The announcement of a deal between Fatah and Hamas, genuine or tactical, expressed what everyone already knew: the idea of a process for the sake of a process would lead nowhere, and the context defined by the U.S.-directed talks was getting the Palestinians—in their weakest position ever—a deal that would be impossible to sign. The U.S. is either unwilling or unable to pressure Israel Prime Minister Benjamin Netanyahu to take this eternal process somewhere other than the usual dead end alley.
On the Iranian front, one needs only read the Persian press to get a sense that the opposition to a permanent agreement on the nuclear program is rapidly mounting. And the U.S. spat over Iran’s choice of the Ambassador to the United Nations weakens the Iranian president. Once this hard-line opposition reaches a certain critical mass, it will be easy to predict the results. Those in the West who want a deal with Iran will then be left with the difficult job of explaining why they toughened their conditions to a point where President Rouhani couldn’t go.
In the case of U.S. relations with the Gulf monarchies, the fashion in Washington now is to talk about different objectives and a marriage collapsing. But are not “differences” an intrinsic feature in relations between any two given countries? The issue here is not differences; it is precisely that these differences imply that the two sides may move “against” each other in a very polarized region. In the current conditions of the Middle East, there is no space to express differences verbally and stop there. There is always “something” that forces action or reaction—a lot of “somethings” in fact.

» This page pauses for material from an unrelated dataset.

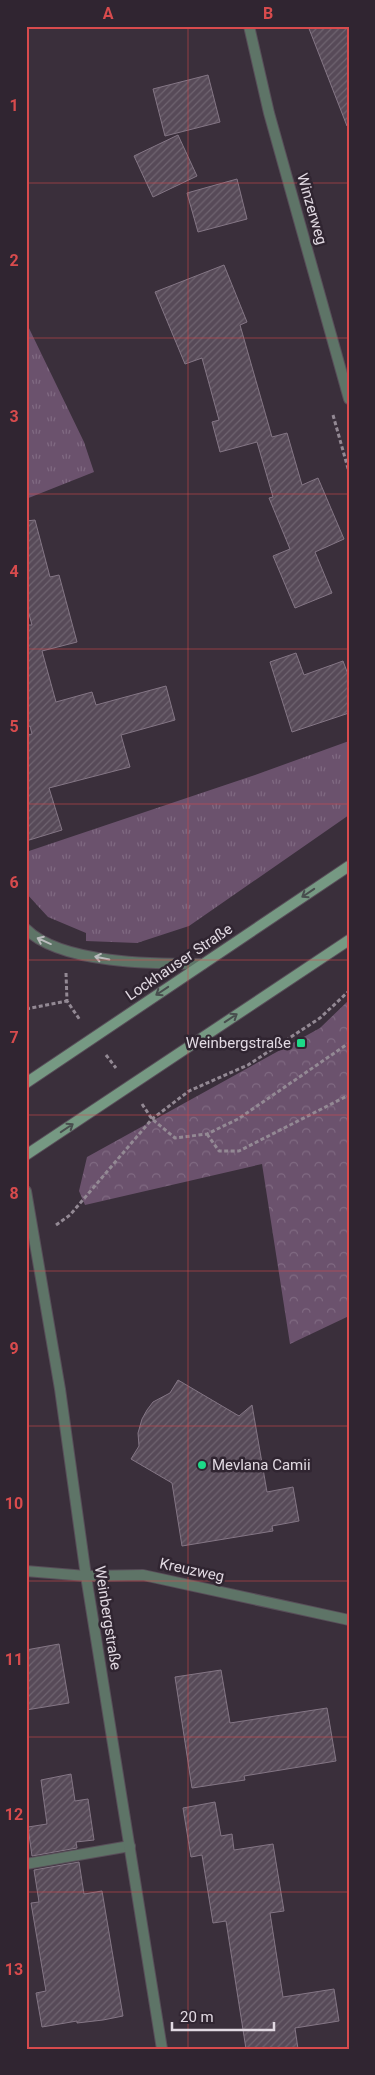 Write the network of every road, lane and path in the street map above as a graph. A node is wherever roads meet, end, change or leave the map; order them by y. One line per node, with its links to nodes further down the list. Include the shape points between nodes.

The example of Egypt is expressive. The country is about to collapse economically. And if it does, we will certainly see another Syria-like civil war. In moments like this, it is action that is needed. Instead of properly understanding the real crisis there, we are back to hearing the West insisting on rapid economic reform and quick lifting of subsidies to energy and bread as a condition for loans and grants. Only when it is too late will we hear loud criticism of the dismal economic aid offered by the United States and the European Union to the Arab Spring countries and of the insistence on implementing severe “reforms” in a socially explosive context.
It is not different in Syria. The same attempt to find a middle road, where there are no middle roads, goes on. “Assad must go,” but we will not aid those who are fighting to get him to go. “The opposition includes some very bad guys.” Then why don’t you support Assad? “No, we cannot because he is also a bad guy also.” Then what will you do? “Nothing,” followed by comments such as, “let the bad guys kill each other,” that attempt to make this “nothing” look smart. Or, “Syria is not important to US interests.” Nonsense. The moderate opposition could have been helped early on to prevent extremism from growing and Assad from killing more civilians. But doing nothing was safer. In the end, it is the Syrian people that are dying.

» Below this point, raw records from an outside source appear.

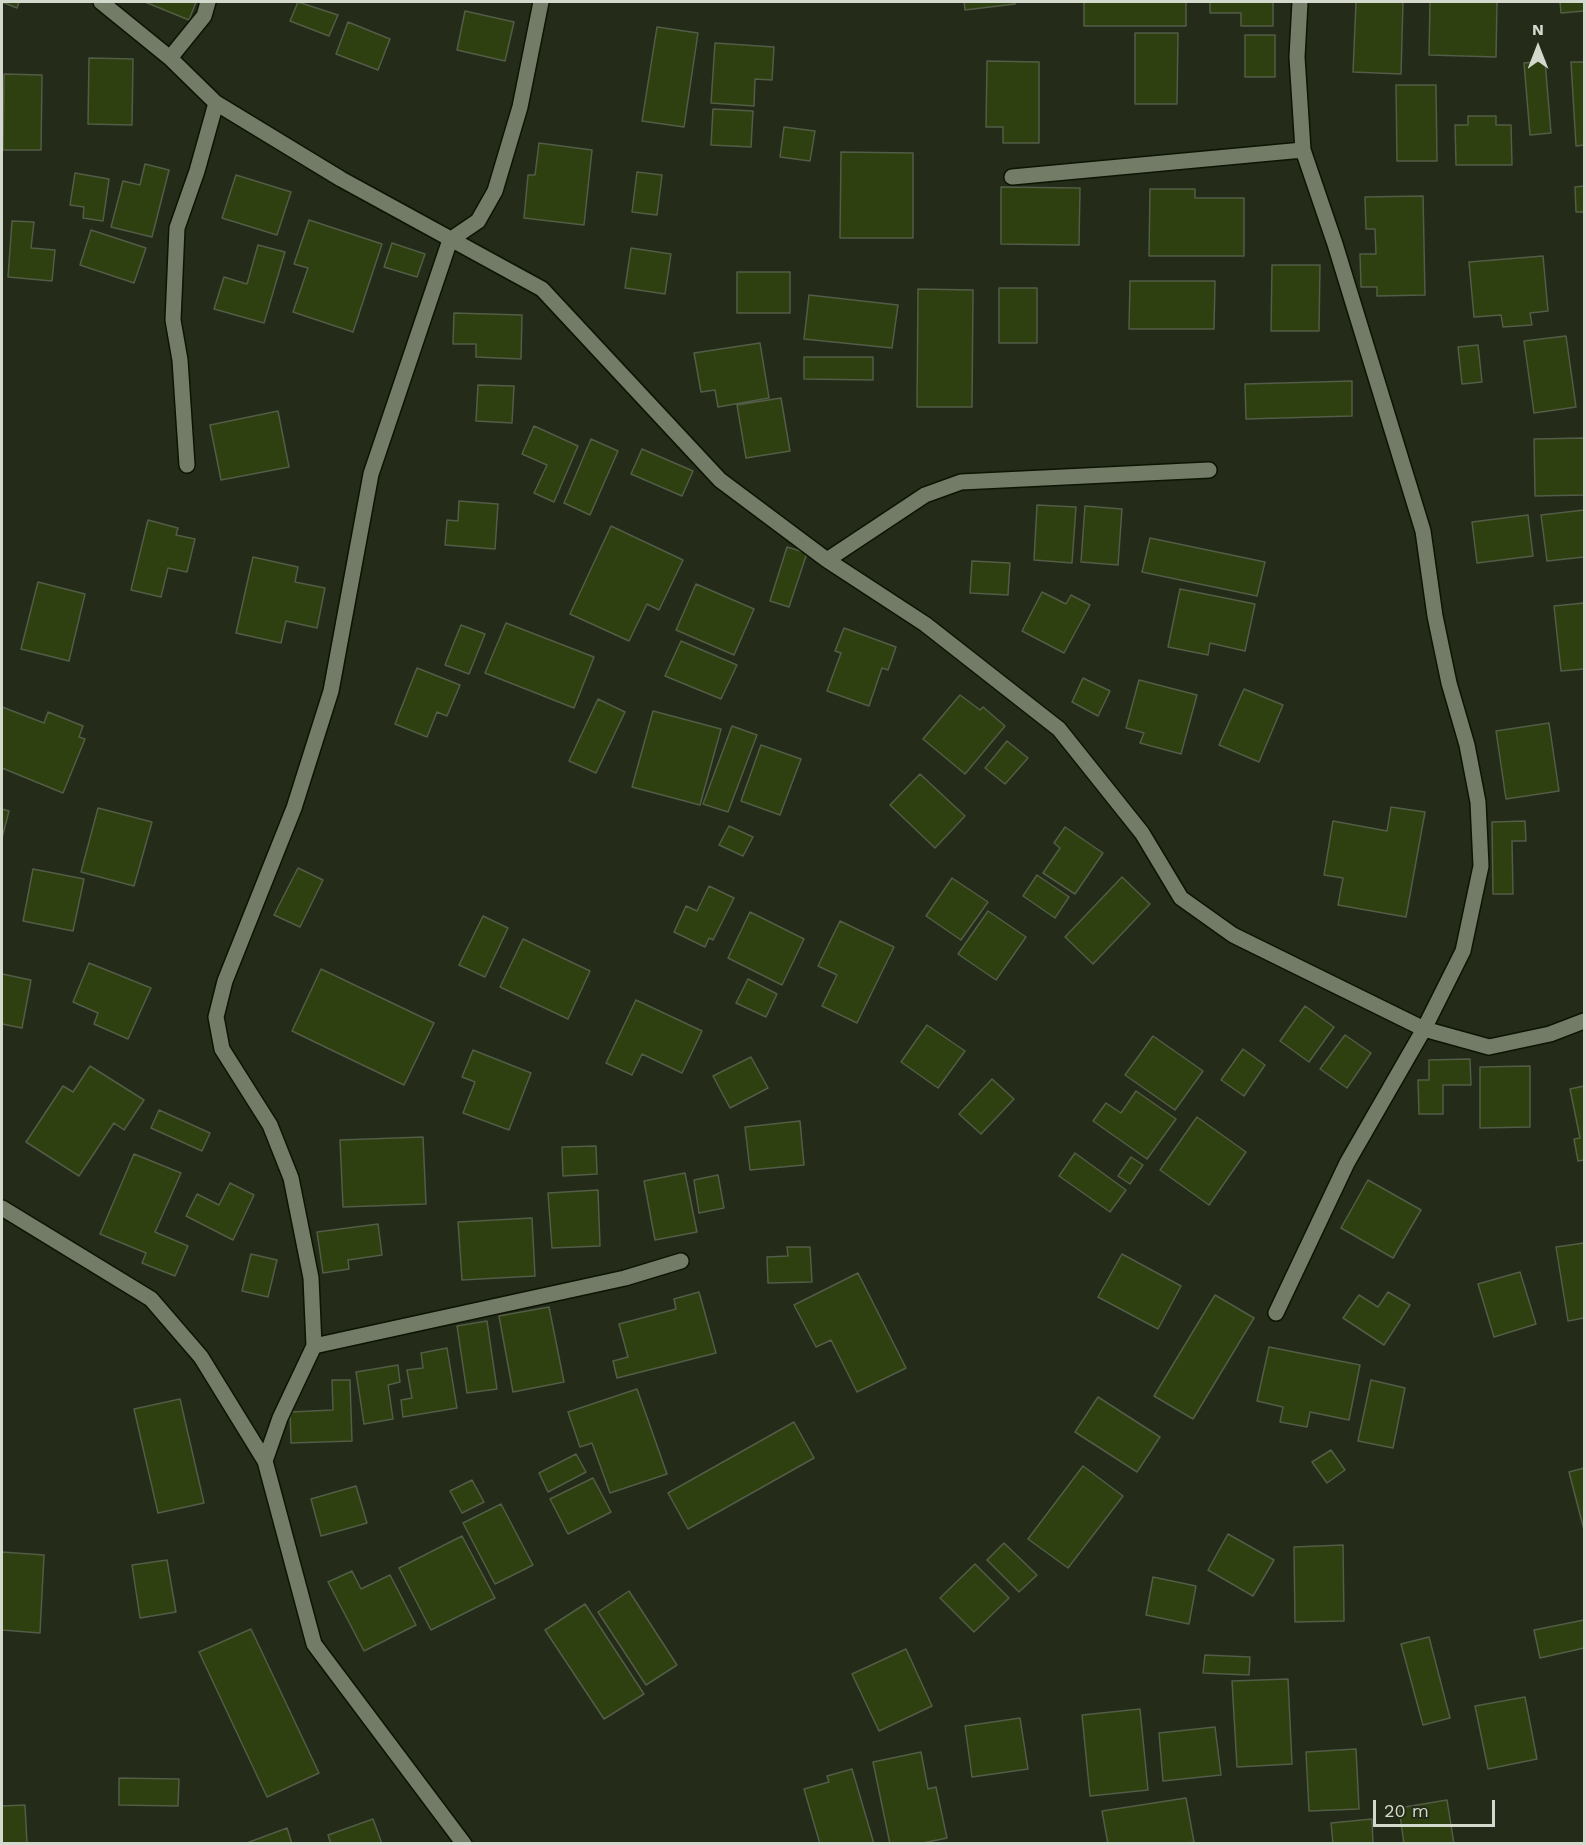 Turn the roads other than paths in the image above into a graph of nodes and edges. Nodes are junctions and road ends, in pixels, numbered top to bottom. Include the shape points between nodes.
1 (101, 2) edge
2 (208, 2) edge
3 (541, 2) edge
4 (1300, 2) edge
5 (170, 58) junction
6 (216, 103) junction
7 (1303, 150) junction
8 (1012, 177) dead end
9 (450, 240) junction
10 (188, 465) dead end
11 (1209, 470) dead end
12 (827, 560) junction
13 (1584, 1021) edge
14 (1424, 1029) junction
15 (2, 1208) edge
16 (681, 1262) dead end
17 (1276, 1313) dead end
18 (314, 1346) junction
19 (265, 1461) junction
20 (464, 1844) edge

1 - 5 street
2 - 5 street via 204,16
3 - 9 street via 520,107 495,191 478,221
4 - 7 street via 1297,57
5 - 6 street
6 - 9 street
6 - 10 street via 177,228 173,320
7 - 8 street
7 - 14 street via 1423,531 1434,616 1478,802 1481,866 1463,951
9 - 12 street via 542,289 720,480
9 - 18 street via 371,474 331,691 294,808 225,981 216,1017 222,1049 270,1125 291,1178 311,1278
11 - 12 street via 961,482 925,495
12 - 14 street via 925,624 1059,729 1142,833 1181,898 1233,935
13 - 14 street via 1550,1034 1489,1047
14 - 17 street via 1347,1163
15 - 19 street via 151,1299 201,1357
16 - 18 street via 625,1278
18 - 19 street via 280,1418
19 - 20 street via 314,1644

There is a sense of virtual reality about the Middle East that is deeply rooted in Washington and the European capitals. It is not real reality. And, dangerous as it is, this virtual reality gives leaders the chosen subjective space to do nothing, or very little, and call it a policy. Doing nothing and calling it prudence hardly conceals its real name: paralysis. A leader is the one who does something in real life and is ready to stand the real tests of leadership.